Indie game development and digital distribution have also been conducive to intertwining, starting with developers like Wolfire Games (Lugaru, Overgrowth), Frictional Games (Penumbra, Amnesia), 2D Boy (World of Goo), Sillysoft Games (Lux), Kot-in-Action Creative Artel (Steel Storm), Gaslamp Games (Dungeons of Dredmor), Double Fine (Psychonauts, Brütal Legend), Klei Entertainment (Shank, Mark of the Ninja), and Basilisk Games (Eschalon) supplying multiple native versions. id Software was also a pioneer in both Mac and Linux gaming, with ports of their games once done by Timothee Besset. Illwinter Game Design and Introversion Software are also notable for supporting these platforms, as did the initial Humble Indie Bundles. Multi-platform games are now often found on Steam, GOG.com and itch.io.
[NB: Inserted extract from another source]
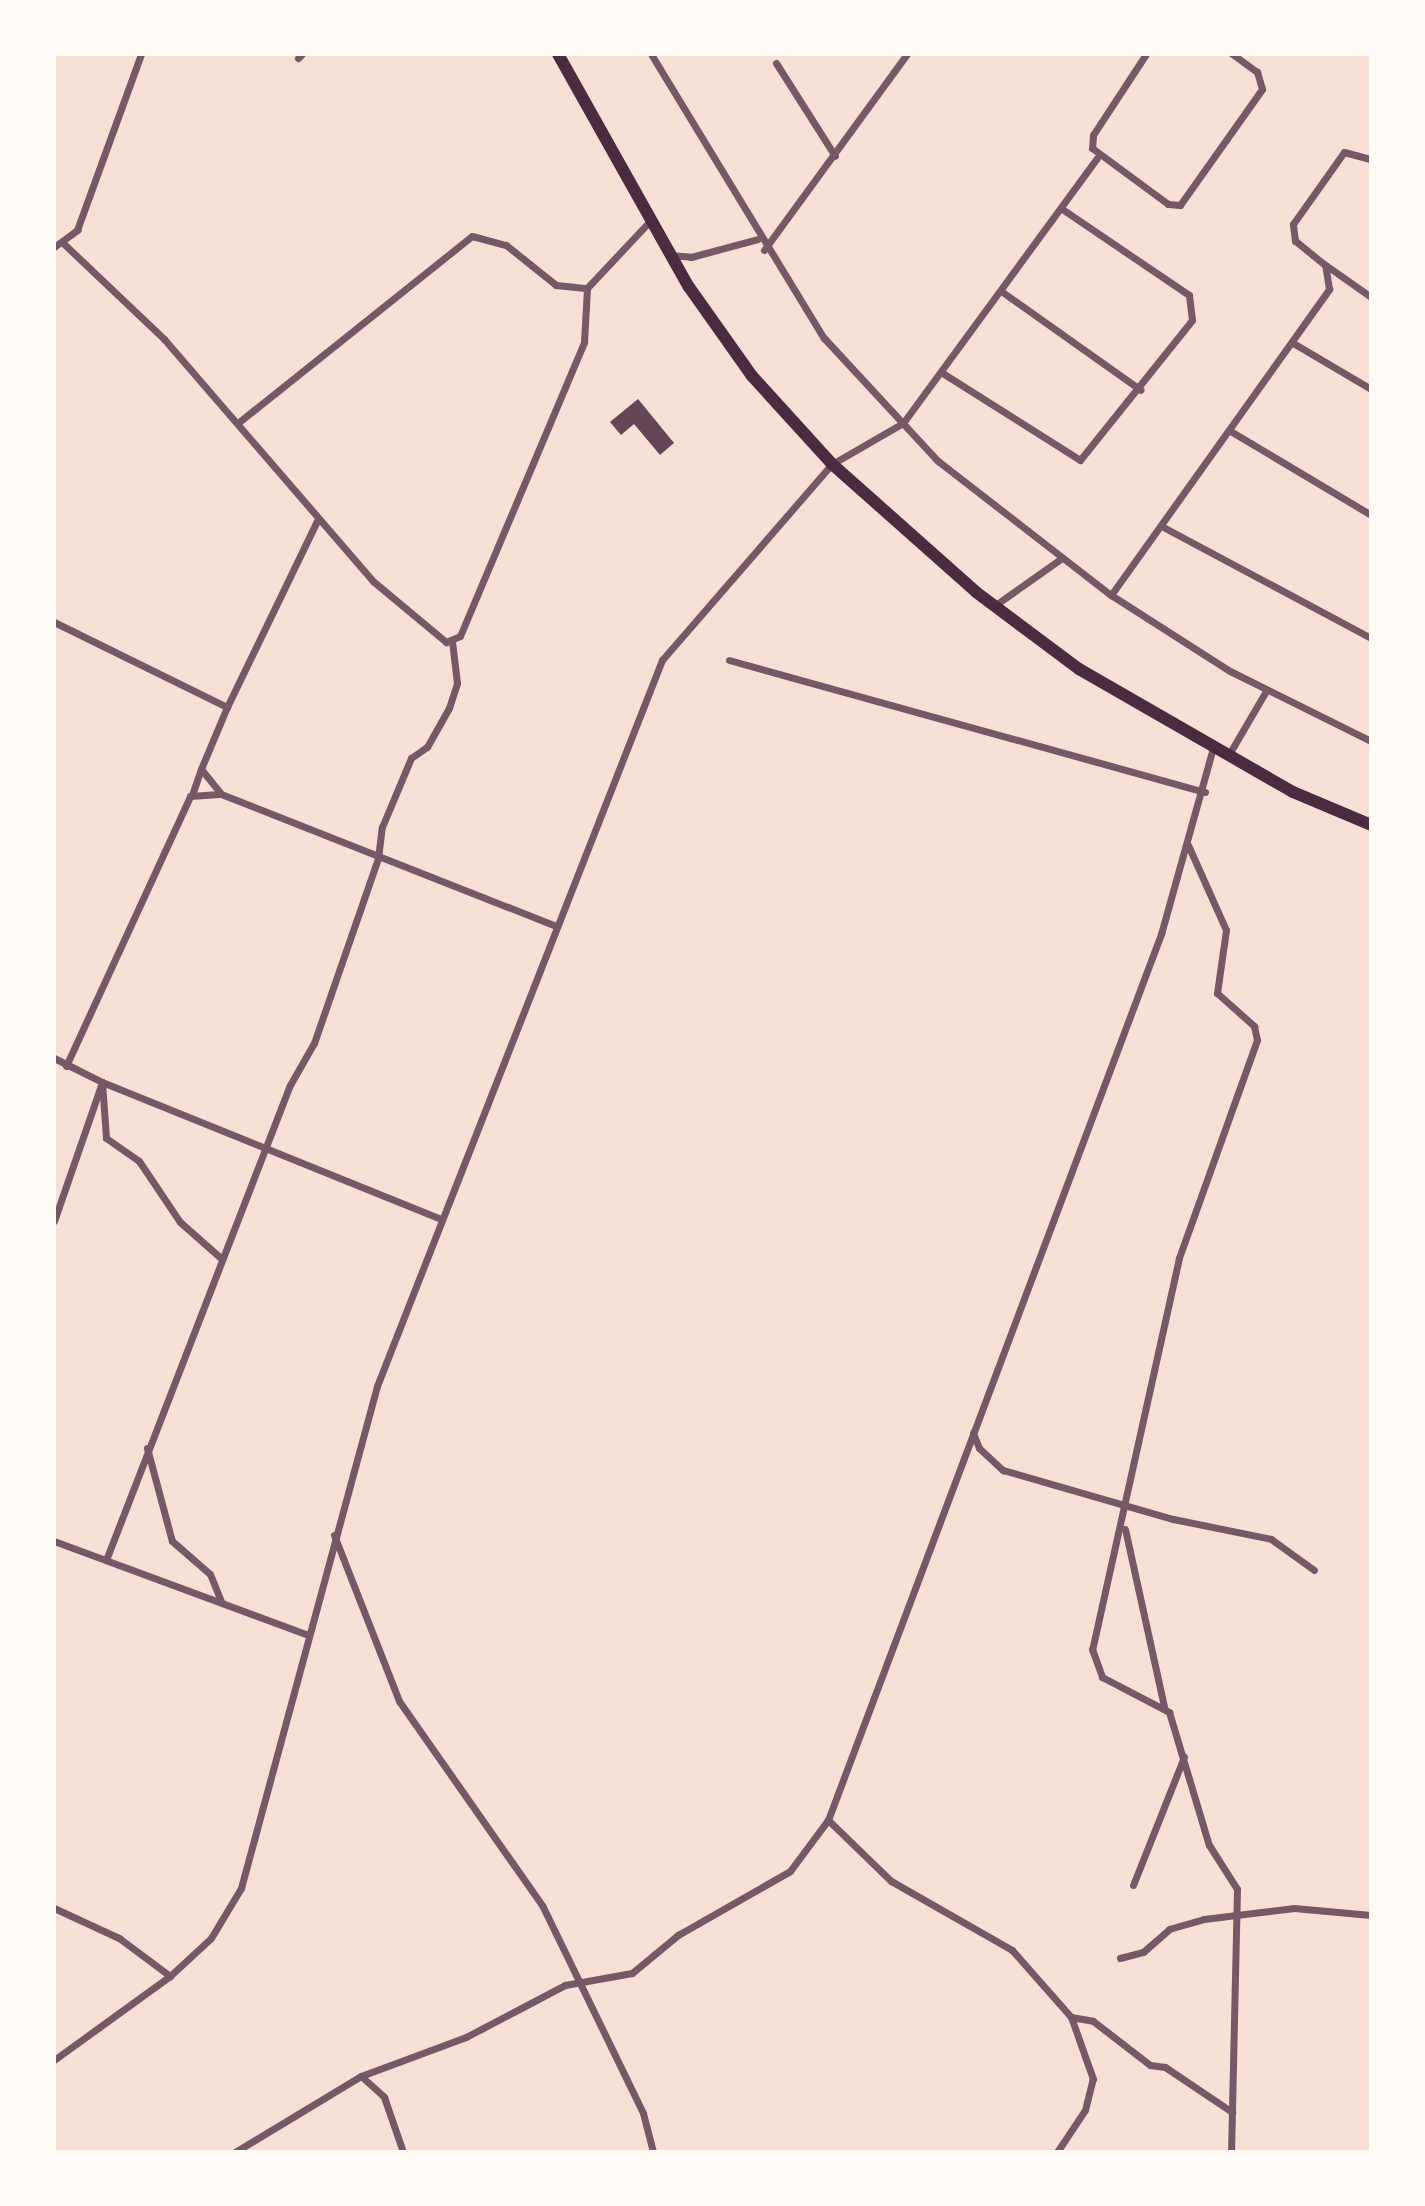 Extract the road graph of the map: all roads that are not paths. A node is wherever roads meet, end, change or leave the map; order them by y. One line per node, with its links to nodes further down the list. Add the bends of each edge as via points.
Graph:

Open source video games have also proved modestly popular on the Mac. Due to the free software nature of the system, development of such titles mostly begins on Linux; afterwards, major games are typically ported to Mac and Microsoft Windows thanks to using cross-platform libraries like SDL. Mac has less mainstream games than Windows and as a result, free games have had more of an impact on the platform. Notable free games popular on the Mac include The Battle for Wesnoth, Nexuiz, OpenArena, X-Moto, GLtron, 0 A.D., various games featuring Tux, and more. Most source ports and game engine recreations also support the Mac. The Mac Source Ports website strives to ensure support for macOS for various game ports.

== Steam ==
On March 8, 2010, Valve stated that they would be porting their entire library of games over to Mac. They decided on native versions of their games, rather than emulations, and that any games purchased over Steam for computers running Windows would be available for free download to computers running Mac OS X, and vice versa. The first game to be released simultaneously for Mac and Windows by Valve was Portal 2 in April 2011.

== Apple Silicon ==

Game Porting Toolkit is Apple's new translation layer released on 6 June 2023. Game Porting Toolkit (GPTK) combines Wine with Apple's own D3DMetal which supports DirectX 11 and 12. This is a less user-friendly method of installing Windows games on Apple Silicon Macs compared to CrossOver or Parallels, however it unlocks the ability to play many DirectX 12 games. A lot more games work using GPTK, however, games that use anti-cheat or aggressive DRMs generally don't work, along with games that require AVX/AVX 2, e.g. The Last of Us Part I.

Games that natively supported x64 Mac OS versions but not Mac OS on ARM, run through the Rosetta 2 translation layer on Apple Silicon Macs. While Rosetta 2 is being removed from Mac OS versions beyond Mac OS 27, Apple have confirmed "we will keep a subset of Rosetta functionality aimed at supporting older unmaintained gaming titles".